• _Assignment_:
Within the entries below, output exactly the lines between the line containing "middle pip: (345, 264)" and the line containing "ring tip: (385, 195)", inclusive, and omit any picture.

+---+

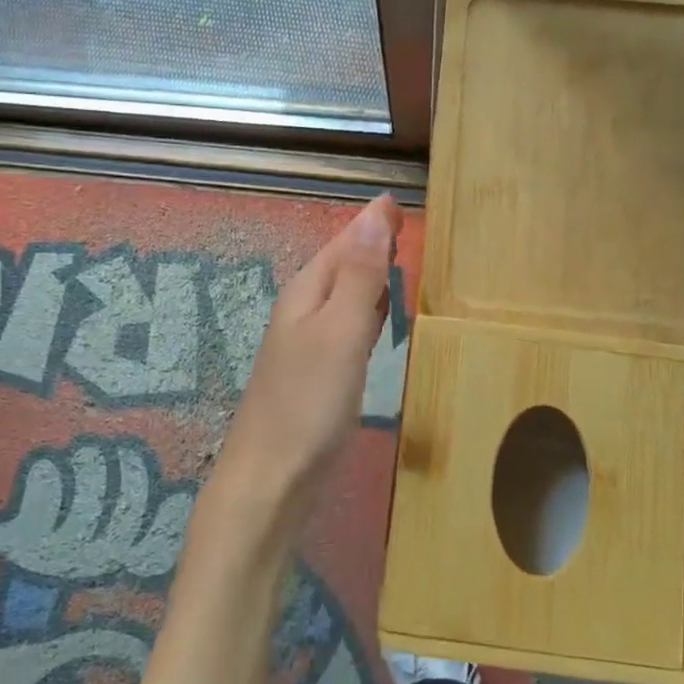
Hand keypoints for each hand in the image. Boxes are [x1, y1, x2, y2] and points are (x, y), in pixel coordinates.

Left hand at [211, 193, 401, 531]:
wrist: (272, 481)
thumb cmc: (308, 401)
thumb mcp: (341, 329)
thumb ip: (361, 274)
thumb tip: (377, 213)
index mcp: (307, 291)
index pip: (344, 241)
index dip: (372, 222)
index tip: (402, 202)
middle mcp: (306, 310)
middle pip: (345, 264)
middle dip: (374, 243)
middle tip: (410, 226)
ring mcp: (312, 344)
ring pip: (348, 295)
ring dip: (373, 275)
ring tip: (404, 261)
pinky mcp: (322, 374)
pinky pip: (351, 327)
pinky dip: (370, 313)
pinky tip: (383, 319)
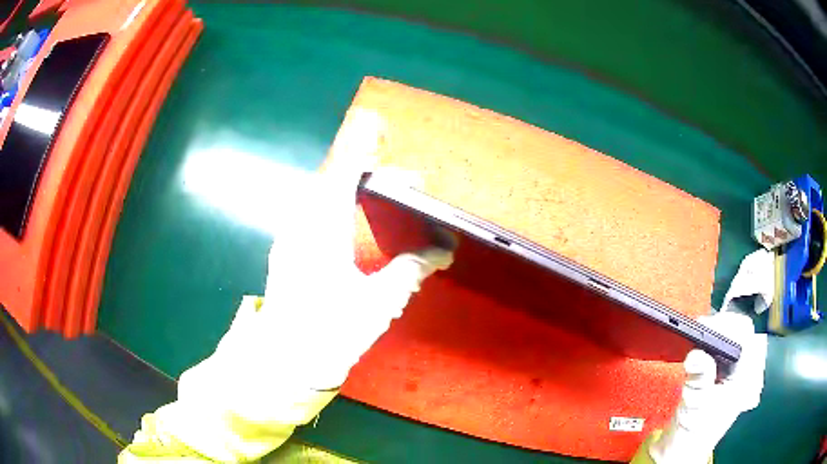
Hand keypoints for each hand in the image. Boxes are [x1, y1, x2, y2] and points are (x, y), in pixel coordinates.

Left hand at [122, 109, 453, 461]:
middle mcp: (301, 222)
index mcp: (322, 228)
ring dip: (352, 185)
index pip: (344, 171)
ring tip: (385, 195)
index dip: (362, 145)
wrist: (284, 362)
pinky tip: (355, 216)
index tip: (380, 126)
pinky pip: (314, 209)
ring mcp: (290, 233)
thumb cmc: (329, 333)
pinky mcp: (288, 246)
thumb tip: (441, 251)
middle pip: (334, 177)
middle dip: (369, 170)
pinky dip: (338, 201)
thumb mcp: (378, 303)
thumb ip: (410, 269)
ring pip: (322, 192)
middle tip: (406, 185)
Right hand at [649, 311, 767, 462]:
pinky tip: (700, 346)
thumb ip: (699, 379)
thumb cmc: (692, 433)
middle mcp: (743, 371)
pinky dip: (710, 341)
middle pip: (740, 333)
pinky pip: (721, 348)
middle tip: (699, 330)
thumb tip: (695, 352)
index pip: (746, 337)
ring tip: (698, 335)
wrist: (681, 450)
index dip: (729, 327)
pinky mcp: (720, 374)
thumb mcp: (695, 407)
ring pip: (731, 337)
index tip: (705, 327)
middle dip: (721, 326)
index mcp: (744, 379)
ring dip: (715, 332)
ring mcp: (732, 372)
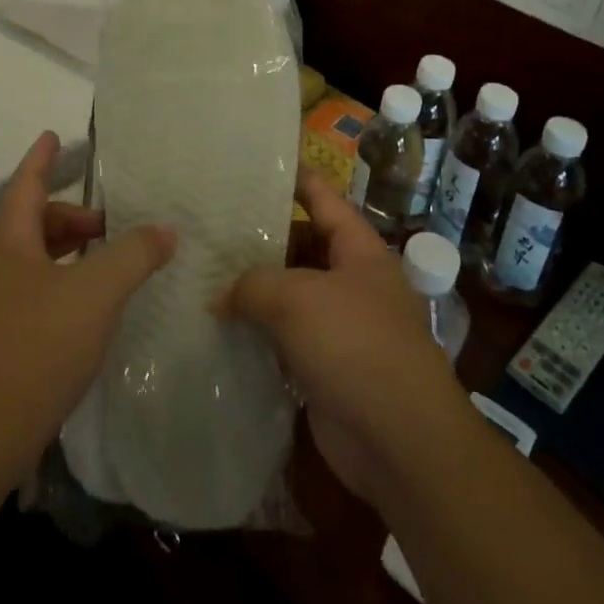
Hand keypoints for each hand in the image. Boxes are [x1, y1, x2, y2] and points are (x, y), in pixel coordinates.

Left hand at [0, 131, 176, 479]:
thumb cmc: (36, 346)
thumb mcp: (96, 292)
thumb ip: (134, 254)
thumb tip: (165, 229)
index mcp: (10, 242)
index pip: (26, 184)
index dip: (42, 158)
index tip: (53, 134)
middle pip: (34, 222)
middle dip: (71, 214)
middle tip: (109, 221)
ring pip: (37, 260)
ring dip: (71, 251)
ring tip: (109, 263)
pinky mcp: (2, 340)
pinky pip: (39, 291)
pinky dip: (67, 282)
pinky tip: (92, 307)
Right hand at [224, 169, 474, 507]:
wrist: (400, 441)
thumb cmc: (355, 345)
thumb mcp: (297, 299)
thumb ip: (252, 285)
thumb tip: (219, 296)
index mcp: (358, 250)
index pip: (323, 198)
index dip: (295, 177)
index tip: (258, 162)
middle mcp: (352, 282)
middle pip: (301, 247)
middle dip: (260, 239)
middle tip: (210, 227)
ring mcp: (340, 327)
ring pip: (290, 296)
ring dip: (254, 292)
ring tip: (203, 275)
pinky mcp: (325, 368)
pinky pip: (285, 340)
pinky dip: (258, 335)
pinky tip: (218, 329)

+---+

• _Answer section_:
middle pip: (345, 264)
middle dip: (374, 243)
middle tip: (410, 226)
ring mcp: (312, 344)
ring pip: (348, 295)
ring dip: (373, 275)
ring tip: (404, 261)
pinky mcp: (322, 374)
pinky pip: (351, 327)
pinky dip: (370, 313)
pinky tip: (383, 319)
Hand keypoints for each hand in the image. Boxes are [x1, y1, x2, y2] and points are (x, y), in pixel coordinates.

Left hand at [122, 109, 453, 461]:
middle mcp: (301, 222)
index mcp: (322, 228)
ring dip: (352, 185)
index pip: (344, 171)
ring tip: (385, 195)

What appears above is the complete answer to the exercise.